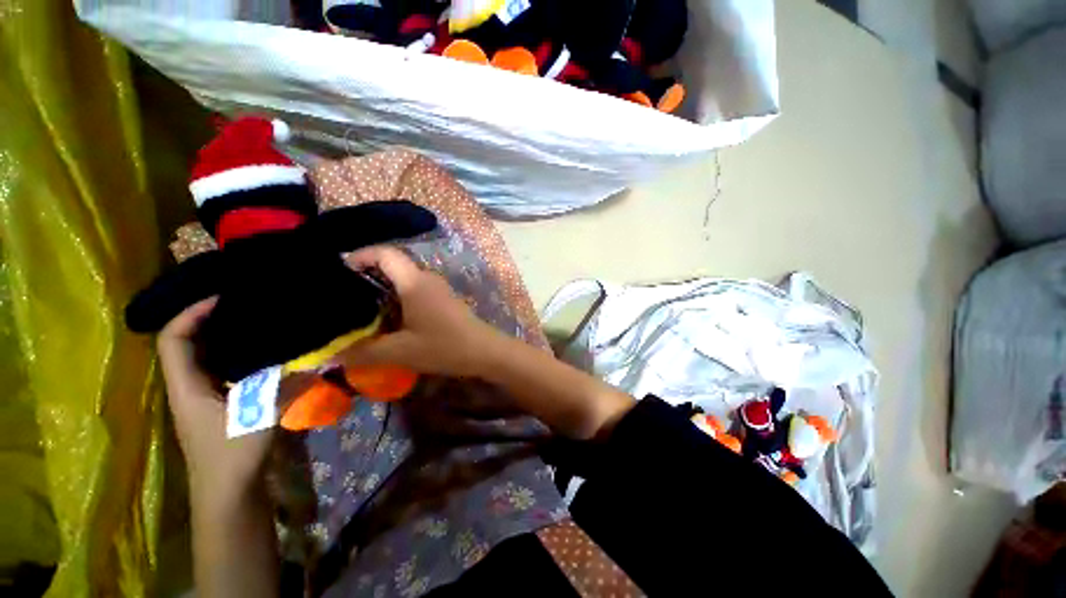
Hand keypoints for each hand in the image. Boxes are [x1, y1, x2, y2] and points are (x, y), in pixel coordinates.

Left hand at [157, 297, 273, 503]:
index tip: (223, 298)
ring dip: (227, 338)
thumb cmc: (233, 455)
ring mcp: (204, 397)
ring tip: (258, 323)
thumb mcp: (260, 415)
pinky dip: (240, 357)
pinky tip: (266, 354)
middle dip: (211, 320)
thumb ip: (286, 384)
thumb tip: (315, 358)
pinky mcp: (220, 405)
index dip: (191, 314)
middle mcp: (189, 387)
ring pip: (207, 357)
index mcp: (185, 386)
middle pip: (188, 344)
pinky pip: (225, 370)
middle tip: (245, 305)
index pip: (172, 339)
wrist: (228, 495)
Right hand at [336, 246, 504, 377]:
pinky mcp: (443, 299)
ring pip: (404, 278)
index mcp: (415, 282)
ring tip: (359, 307)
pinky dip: (396, 297)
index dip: (359, 255)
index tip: (339, 272)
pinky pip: (414, 289)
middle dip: (366, 274)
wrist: (484, 351)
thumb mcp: (401, 352)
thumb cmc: (444, 346)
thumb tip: (329, 356)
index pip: (384, 253)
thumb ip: (363, 352)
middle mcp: (426, 278)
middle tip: (342, 294)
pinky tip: (387, 317)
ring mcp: (437, 288)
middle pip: (392, 264)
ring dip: (382, 288)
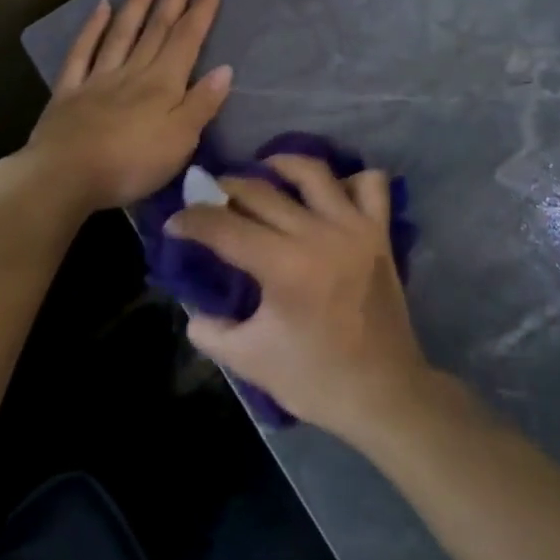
━━━━━━━━━━━━━━━━━━━━
▸ EXERCISE:
All of the lines above should be printed exactly, minus the pictures.

▸ SOLUTION FOR THIS PROBLEM:
Hand keypoints for each hand in the image. Boxes are [x1, y1, x2, y2] and points are (x, y), in pixel coordinates.

Left hand at [157, 297, 273, 503]:
index tip: (223, 298)
ring dip: (227, 338)
thumb cmc: (233, 455)
ring mcp: (204, 397)
ring tip: (258, 323)
thumb mcp: (260, 415)
pinky dip: (240, 357)
pinky tip: (266, 354)
middle dip: (211, 320)
thumb ip: (286, 384)
thumb tip: (315, 358)
pinky mcp: (220, 405)
index dip: (191, 314)
middle mcp: (189, 387)
ring pip: (207, 357)
index mcp: (185, 386)
middle pip: (188, 344)
pinky pip: (225, 370)
middle tip: (245, 305)
index pip: (172, 339)
wrist: (228, 495)
Right hand at [336, 246, 504, 377]:
pinky mcp: (443, 299)
ring pip: (404, 278)
index mcp: (415, 282)
ring tip: (359, 307)
pinky dip: (396, 297)
index dip: (359, 255)
index tip: (339, 272)
pinky pip: (414, 289)
middle dip: (366, 274)
wrist: (484, 351)
thumb mcp: (401, 352)
thumb cmc: (444, 346)
thumb tip: (329, 356)
index pip: (384, 253)
thumb ip: (363, 352)
middle mcp: (426, 278)
middle tip: (342, 294)
pinky tip: (387, 317)
ring mcp: (437, 288)
middle pip: (392, 264)
ring dip: (382, 288)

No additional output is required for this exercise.